(Records shown begins)

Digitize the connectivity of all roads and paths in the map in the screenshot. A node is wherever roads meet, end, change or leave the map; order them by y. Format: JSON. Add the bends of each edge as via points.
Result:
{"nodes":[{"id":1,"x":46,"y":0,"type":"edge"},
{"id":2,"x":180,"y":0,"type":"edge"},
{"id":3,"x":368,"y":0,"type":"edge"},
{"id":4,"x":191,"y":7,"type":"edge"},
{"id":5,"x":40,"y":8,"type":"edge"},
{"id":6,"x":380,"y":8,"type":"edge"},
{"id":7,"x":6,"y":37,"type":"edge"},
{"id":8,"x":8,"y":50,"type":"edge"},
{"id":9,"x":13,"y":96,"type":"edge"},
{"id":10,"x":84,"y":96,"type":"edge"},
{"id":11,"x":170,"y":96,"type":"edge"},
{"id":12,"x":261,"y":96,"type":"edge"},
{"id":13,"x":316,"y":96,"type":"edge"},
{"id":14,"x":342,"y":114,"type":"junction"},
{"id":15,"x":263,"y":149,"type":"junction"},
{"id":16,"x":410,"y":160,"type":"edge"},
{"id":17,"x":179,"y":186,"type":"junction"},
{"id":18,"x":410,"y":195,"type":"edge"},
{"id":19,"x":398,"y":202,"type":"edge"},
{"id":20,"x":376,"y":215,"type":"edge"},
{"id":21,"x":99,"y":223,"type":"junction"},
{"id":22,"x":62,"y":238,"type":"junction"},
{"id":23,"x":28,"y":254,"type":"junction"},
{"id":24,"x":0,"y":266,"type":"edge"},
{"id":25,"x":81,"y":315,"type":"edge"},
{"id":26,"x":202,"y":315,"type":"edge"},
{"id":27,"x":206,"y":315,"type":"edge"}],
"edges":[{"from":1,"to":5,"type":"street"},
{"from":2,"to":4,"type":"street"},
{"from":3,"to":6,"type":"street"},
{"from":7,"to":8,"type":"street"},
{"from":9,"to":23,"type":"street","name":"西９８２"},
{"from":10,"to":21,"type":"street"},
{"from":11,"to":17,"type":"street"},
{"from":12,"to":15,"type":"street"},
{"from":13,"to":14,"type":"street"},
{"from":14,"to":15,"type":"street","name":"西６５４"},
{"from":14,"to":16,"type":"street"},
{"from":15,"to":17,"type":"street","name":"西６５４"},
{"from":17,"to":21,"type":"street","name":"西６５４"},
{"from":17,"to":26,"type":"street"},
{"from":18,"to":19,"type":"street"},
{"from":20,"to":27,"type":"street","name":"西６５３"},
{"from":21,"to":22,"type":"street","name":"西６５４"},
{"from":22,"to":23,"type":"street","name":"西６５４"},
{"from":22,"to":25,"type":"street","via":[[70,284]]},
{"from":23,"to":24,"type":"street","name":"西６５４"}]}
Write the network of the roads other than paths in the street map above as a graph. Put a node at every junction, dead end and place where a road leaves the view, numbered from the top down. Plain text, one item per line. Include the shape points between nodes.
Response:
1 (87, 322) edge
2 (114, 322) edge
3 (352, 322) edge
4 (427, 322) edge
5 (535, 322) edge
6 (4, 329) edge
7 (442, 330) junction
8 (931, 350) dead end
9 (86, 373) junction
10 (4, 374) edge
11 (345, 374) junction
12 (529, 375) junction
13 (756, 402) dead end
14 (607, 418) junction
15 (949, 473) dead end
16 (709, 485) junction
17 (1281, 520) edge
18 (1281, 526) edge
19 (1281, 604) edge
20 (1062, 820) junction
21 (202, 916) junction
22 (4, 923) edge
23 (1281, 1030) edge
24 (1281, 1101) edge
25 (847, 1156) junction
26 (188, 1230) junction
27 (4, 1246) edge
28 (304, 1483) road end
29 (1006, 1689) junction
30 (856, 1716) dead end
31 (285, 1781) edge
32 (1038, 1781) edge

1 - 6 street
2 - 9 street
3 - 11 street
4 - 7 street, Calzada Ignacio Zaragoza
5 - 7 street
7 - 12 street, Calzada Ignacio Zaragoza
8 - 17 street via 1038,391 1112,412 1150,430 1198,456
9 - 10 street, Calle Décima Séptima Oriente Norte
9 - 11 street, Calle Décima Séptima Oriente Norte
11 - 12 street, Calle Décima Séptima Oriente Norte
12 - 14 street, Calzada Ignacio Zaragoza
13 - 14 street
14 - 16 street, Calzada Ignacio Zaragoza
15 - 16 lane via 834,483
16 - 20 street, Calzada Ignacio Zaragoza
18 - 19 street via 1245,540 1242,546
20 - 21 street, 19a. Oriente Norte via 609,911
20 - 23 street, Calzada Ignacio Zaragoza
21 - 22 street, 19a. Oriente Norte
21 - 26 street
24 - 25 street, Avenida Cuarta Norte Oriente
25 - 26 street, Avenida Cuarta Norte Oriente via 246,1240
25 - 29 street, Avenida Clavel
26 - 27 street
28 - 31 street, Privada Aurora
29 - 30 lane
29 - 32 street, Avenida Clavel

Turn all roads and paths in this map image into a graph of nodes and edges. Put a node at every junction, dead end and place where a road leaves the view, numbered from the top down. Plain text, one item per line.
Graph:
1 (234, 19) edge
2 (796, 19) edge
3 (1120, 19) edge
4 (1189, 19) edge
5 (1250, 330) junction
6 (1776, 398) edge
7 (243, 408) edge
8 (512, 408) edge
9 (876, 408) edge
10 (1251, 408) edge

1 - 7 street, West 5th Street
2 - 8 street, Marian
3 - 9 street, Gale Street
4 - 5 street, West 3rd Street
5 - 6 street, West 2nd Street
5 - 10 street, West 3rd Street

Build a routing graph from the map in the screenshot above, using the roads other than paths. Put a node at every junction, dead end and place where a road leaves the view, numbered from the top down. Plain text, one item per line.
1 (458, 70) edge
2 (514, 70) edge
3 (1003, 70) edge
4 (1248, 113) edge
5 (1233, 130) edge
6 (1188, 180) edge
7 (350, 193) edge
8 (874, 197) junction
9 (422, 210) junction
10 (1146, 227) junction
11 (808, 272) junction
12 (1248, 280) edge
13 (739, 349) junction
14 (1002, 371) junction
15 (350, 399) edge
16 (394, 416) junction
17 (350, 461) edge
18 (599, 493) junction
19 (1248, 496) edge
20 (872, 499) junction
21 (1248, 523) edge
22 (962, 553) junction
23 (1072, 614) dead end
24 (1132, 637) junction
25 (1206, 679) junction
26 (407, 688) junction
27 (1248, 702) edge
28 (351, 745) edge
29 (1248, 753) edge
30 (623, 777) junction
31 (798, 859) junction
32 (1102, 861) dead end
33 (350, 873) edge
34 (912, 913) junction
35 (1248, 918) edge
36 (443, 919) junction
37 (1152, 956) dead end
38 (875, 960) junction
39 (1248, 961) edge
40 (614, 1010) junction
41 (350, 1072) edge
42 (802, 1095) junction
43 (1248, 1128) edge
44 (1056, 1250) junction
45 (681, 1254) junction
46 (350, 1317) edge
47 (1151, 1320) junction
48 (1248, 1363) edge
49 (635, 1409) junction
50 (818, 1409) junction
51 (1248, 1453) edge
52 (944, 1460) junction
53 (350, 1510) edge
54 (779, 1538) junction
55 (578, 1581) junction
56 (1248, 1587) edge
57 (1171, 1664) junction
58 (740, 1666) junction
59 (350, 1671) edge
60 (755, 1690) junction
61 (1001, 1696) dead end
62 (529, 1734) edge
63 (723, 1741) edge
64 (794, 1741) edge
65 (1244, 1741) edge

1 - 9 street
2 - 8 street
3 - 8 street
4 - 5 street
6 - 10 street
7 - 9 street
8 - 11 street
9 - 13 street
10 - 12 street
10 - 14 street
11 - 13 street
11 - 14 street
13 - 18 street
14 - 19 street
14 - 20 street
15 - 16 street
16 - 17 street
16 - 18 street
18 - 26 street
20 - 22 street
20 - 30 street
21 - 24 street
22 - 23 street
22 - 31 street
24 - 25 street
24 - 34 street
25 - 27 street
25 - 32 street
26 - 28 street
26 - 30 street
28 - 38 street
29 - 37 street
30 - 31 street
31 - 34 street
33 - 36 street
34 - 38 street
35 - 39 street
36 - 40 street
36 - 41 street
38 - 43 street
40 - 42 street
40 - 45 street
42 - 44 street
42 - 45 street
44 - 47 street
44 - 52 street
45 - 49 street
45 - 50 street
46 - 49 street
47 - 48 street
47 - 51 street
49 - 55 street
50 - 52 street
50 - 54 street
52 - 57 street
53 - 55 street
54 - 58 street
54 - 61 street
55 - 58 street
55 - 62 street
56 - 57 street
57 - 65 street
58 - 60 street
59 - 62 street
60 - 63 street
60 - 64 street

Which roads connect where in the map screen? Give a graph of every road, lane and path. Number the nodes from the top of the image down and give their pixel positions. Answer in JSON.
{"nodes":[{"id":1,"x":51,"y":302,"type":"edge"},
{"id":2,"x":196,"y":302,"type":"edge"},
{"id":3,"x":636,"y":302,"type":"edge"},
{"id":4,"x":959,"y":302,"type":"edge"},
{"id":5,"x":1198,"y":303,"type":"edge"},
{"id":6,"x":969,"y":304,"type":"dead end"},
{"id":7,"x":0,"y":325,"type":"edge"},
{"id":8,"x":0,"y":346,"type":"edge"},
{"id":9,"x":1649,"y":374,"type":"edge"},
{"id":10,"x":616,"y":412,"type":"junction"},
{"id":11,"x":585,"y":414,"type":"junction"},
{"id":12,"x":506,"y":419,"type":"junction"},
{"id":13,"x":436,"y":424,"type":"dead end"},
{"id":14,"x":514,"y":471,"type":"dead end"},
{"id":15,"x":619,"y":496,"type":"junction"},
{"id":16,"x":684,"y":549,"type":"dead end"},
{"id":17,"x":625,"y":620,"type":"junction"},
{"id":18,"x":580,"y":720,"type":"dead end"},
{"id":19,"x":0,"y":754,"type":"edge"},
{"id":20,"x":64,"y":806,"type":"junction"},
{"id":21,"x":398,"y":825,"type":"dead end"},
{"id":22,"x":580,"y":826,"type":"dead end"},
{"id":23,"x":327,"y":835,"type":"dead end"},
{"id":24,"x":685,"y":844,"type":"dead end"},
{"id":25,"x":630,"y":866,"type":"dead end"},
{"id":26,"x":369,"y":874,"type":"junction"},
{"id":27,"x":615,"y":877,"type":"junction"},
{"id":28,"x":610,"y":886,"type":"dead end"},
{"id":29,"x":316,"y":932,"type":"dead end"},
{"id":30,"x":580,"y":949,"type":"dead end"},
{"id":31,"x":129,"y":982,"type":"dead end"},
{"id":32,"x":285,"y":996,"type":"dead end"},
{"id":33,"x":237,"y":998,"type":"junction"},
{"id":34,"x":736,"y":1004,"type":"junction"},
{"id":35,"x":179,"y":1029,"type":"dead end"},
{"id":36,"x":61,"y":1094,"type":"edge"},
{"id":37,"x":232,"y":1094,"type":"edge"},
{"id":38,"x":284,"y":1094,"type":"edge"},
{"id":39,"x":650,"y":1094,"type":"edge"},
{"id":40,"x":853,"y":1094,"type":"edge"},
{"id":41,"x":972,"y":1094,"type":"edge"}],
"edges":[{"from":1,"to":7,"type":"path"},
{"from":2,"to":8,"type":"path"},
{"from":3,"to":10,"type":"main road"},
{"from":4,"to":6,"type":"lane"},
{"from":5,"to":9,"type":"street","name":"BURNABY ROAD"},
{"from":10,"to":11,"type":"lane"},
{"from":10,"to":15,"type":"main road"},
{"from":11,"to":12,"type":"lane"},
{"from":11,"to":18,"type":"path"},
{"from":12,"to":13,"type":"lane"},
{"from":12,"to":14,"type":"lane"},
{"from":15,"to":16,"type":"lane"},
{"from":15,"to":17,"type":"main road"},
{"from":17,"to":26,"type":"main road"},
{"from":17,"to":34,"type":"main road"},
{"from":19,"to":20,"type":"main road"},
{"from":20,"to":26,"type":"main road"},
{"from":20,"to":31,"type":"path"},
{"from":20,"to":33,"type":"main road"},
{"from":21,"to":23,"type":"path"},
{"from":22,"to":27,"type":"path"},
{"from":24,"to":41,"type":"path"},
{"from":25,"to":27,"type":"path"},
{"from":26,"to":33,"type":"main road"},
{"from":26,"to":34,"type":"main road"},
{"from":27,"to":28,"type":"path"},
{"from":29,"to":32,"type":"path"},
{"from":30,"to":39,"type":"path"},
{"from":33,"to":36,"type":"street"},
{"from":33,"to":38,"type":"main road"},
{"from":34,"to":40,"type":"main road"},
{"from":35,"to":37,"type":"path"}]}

(Records shown ends)

▶ _What you need to do_
Check each line of the listing above, and copy it if it contains the word "image".

▶ _Response area_
Turn all roads and paths in this map image into a graph of nodes and edges. Put a node at every junction, dead end and place where a road leaves the view, numbered from the top down. Plain text, one item per line.
Which roads connect where in the map screen? Give a graph of every road, lane and path. Number the nodes from the top of the image down and give their pixel positions. Answer in JSON.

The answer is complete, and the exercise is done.